§ **What you need to do**
Transcribe the records in full; omit images.

§ **Recorded information**
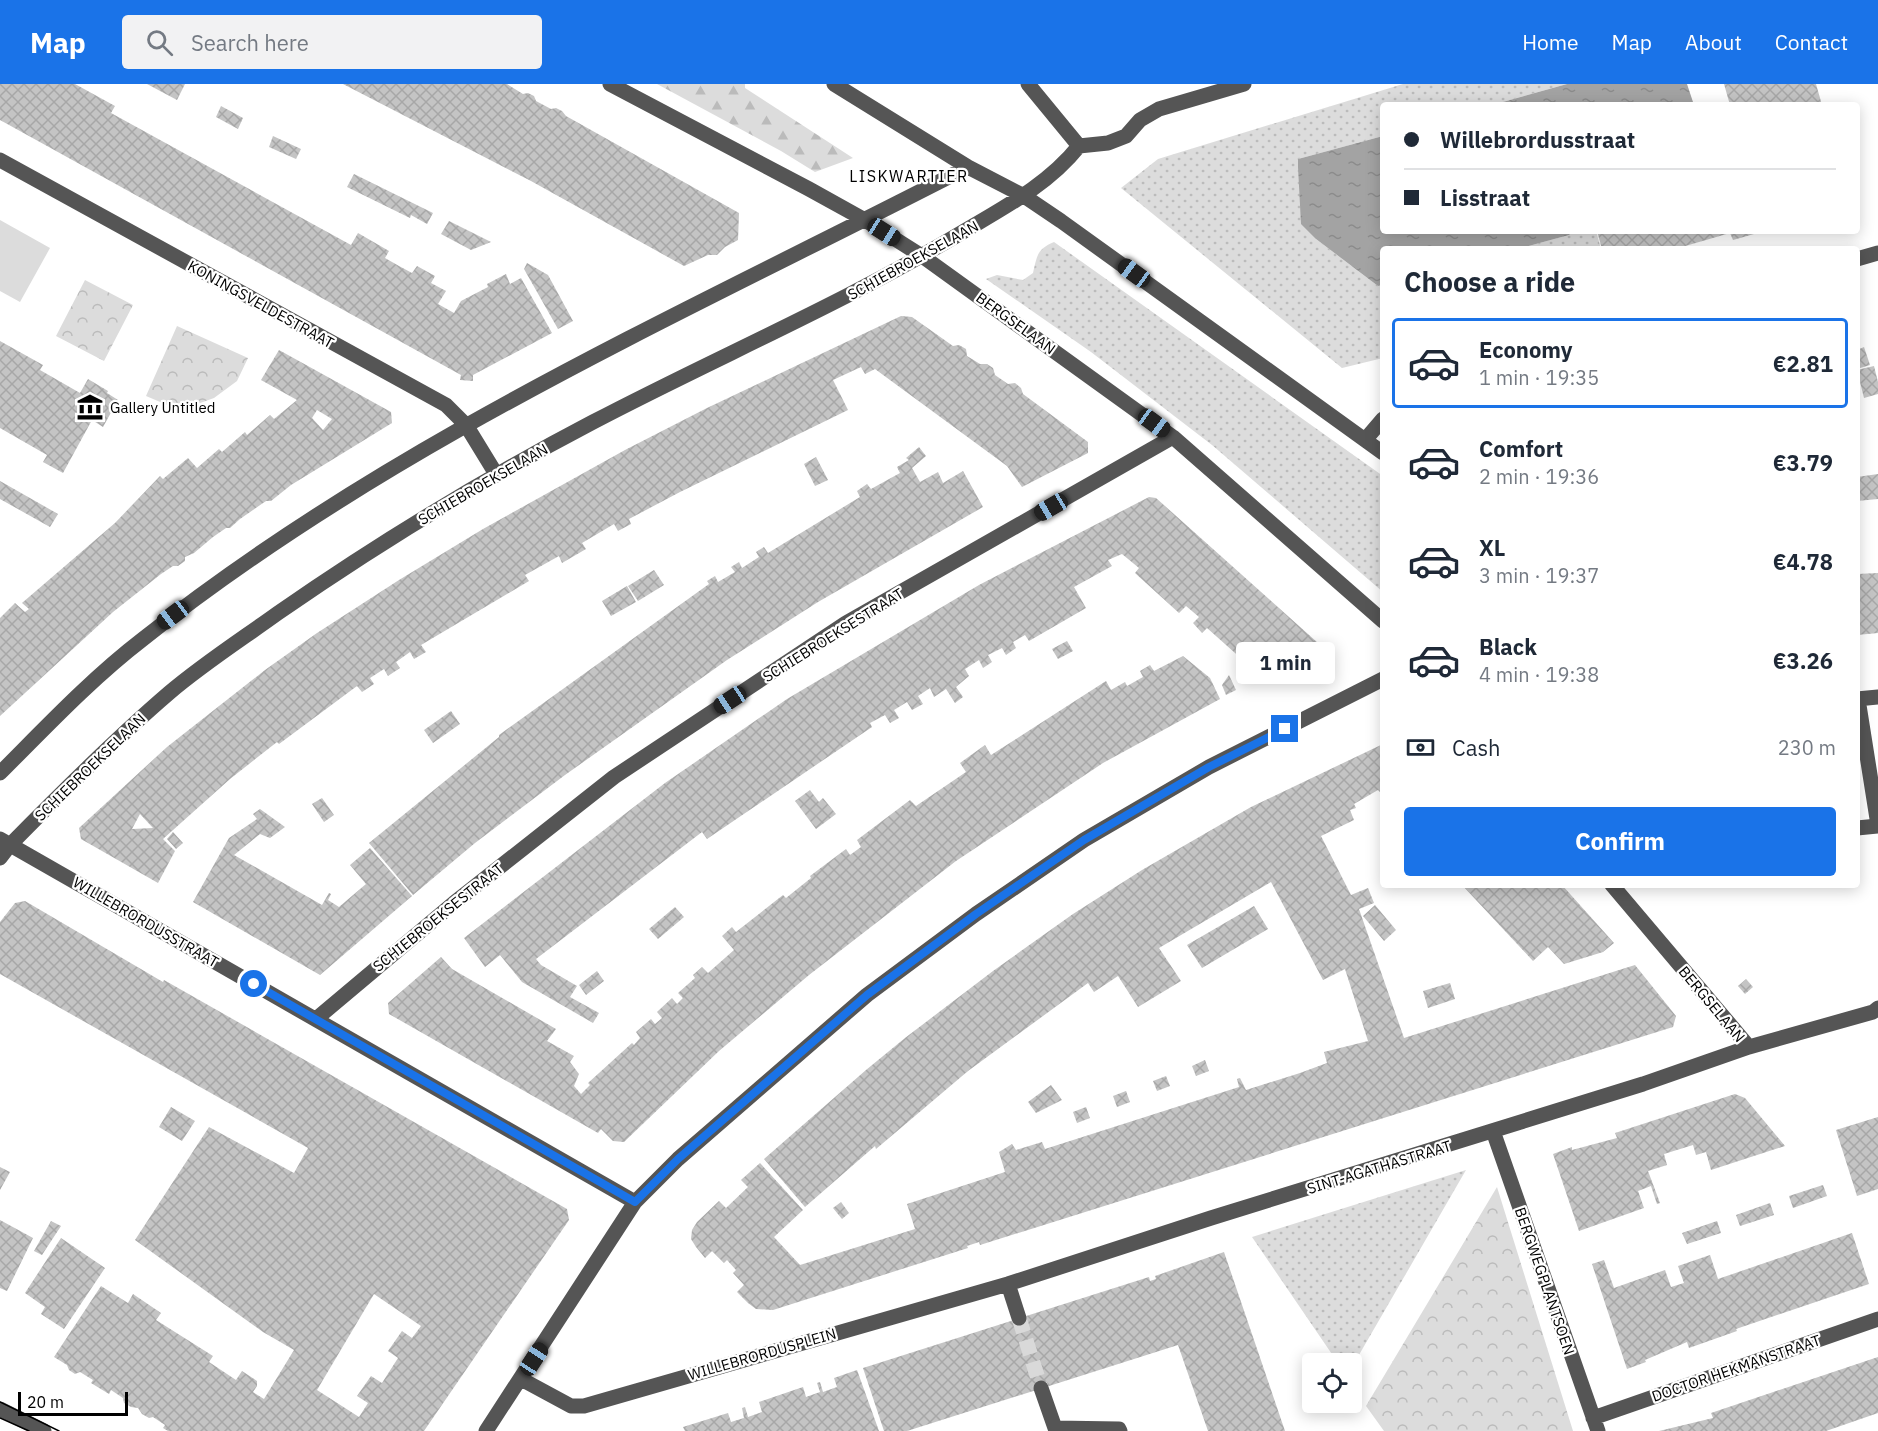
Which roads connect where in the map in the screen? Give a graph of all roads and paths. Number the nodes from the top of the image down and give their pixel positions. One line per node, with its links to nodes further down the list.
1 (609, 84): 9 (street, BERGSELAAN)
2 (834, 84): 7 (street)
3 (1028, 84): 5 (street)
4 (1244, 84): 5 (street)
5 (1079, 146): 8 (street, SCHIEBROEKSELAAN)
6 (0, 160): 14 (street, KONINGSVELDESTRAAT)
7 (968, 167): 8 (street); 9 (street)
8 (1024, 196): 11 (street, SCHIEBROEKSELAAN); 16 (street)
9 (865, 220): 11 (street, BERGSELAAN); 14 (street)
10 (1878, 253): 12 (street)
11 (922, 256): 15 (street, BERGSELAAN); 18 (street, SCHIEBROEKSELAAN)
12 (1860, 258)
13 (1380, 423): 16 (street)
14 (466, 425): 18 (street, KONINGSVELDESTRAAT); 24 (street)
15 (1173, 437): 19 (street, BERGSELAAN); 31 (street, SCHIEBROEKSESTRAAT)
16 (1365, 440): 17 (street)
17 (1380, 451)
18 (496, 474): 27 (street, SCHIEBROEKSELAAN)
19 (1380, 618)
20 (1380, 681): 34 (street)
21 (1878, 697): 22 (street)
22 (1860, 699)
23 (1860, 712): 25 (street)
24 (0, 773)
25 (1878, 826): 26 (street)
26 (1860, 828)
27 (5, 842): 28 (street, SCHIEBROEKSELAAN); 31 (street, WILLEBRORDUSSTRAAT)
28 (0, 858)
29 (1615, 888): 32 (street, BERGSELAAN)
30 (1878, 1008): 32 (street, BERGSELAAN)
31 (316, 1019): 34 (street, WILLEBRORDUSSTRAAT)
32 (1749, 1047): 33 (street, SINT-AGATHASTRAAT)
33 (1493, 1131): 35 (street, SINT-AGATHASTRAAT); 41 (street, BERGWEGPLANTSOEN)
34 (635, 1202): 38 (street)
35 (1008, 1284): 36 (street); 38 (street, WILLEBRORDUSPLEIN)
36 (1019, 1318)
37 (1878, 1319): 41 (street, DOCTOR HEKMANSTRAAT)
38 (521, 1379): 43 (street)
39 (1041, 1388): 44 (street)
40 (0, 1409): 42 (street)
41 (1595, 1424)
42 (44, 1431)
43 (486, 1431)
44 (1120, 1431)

§ **Result of the exercise**
Which roads connect where in the map in the screen? Give a graph of all roads and paths. Number the nodes from the top of the image down and give their pixel positions. One line per node, with its links to nodes further down the list.
1 (609, 84): 9 (street, BERGSELAAN)
2 (834, 84): 7 (street)
3 (1028, 84): 5 (street)
4 (1244, 84): 5 (street)
5 (1079, 146): 8 (street, SCHIEBROEKSELAAN)
6 (0, 160): 14 (street, KONINGSVELDESTRAAT)
7 (968, 167): 8 (street); 9 (street)
8 (1024, 196): 11 (street, SCHIEBROEKSELAAN); 16 (street)
9 (865, 220): 11 (street, BERGSELAAN); 14 (street)
10 (1878, 253): 12 (street)
11 (922, 256): 15 (street, BERGSELAAN); 18 (street, SCHIEBROEKSELAAN)
12 (1860, 258)
13 (1380, 423): 16 (street)
14 (466, 425): 18 (street, KONINGSVELDESTRAAT); 24 (street)
15 (1173, 437): 19 (street, BERGSELAAN); 31 (street, SCHIEBROEKSESTRAAT)
16 (1365, 440): 17 (street)
17 (1380, 451)
18 (496, 474): 27 (street, SCHIEBROEKSELAAN)
19 (1380, 618)
20 (1380, 681): 34 (street)
21 (1878, 697): 22 (street)
22 (1860, 699)
23 (1860, 712): 25 (street)
24 (0, 773)
25 (1878, 826): 26 (street)
26 (1860, 828)
27 (5, 842): 28 (street, SCHIEBROEKSELAAN); 31 (street, WILLEBRORDUSSTRAAT)
28 (0, 858)
29 (1615, 888): 32 (street, BERGSELAAN)
30 (1878, 1008): 32 (street, BERGSELAAN)
31 (316, 1019): 34 (street, WILLEBRORDUSSTRAAT)
32 (1749, 1047): 33 (street, SINT-AGATHASTRAAT)
33 (1493, 1131): 35 (street, SINT-AGATHASTRAAT); 41 (street, BERGWEGPLANTSOEN)
34 (635, 1202): 38 (street)
35 (1008, 1284): 36 (street); 38 (street, WILLEBRORDUSPLEIN)
36 (1019, 1318)
37 (1878, 1319): 41 (street, DOCTOR HEKMANSTRAAT)
38 (521, 1379): 43 (street)
39 (1041, 1388): 44 (street)
40 (0, 1409): 42 (street)
41 (1595, 1424)
42 (44, 1431)
43 (486, 1431)
44 (1120, 1431)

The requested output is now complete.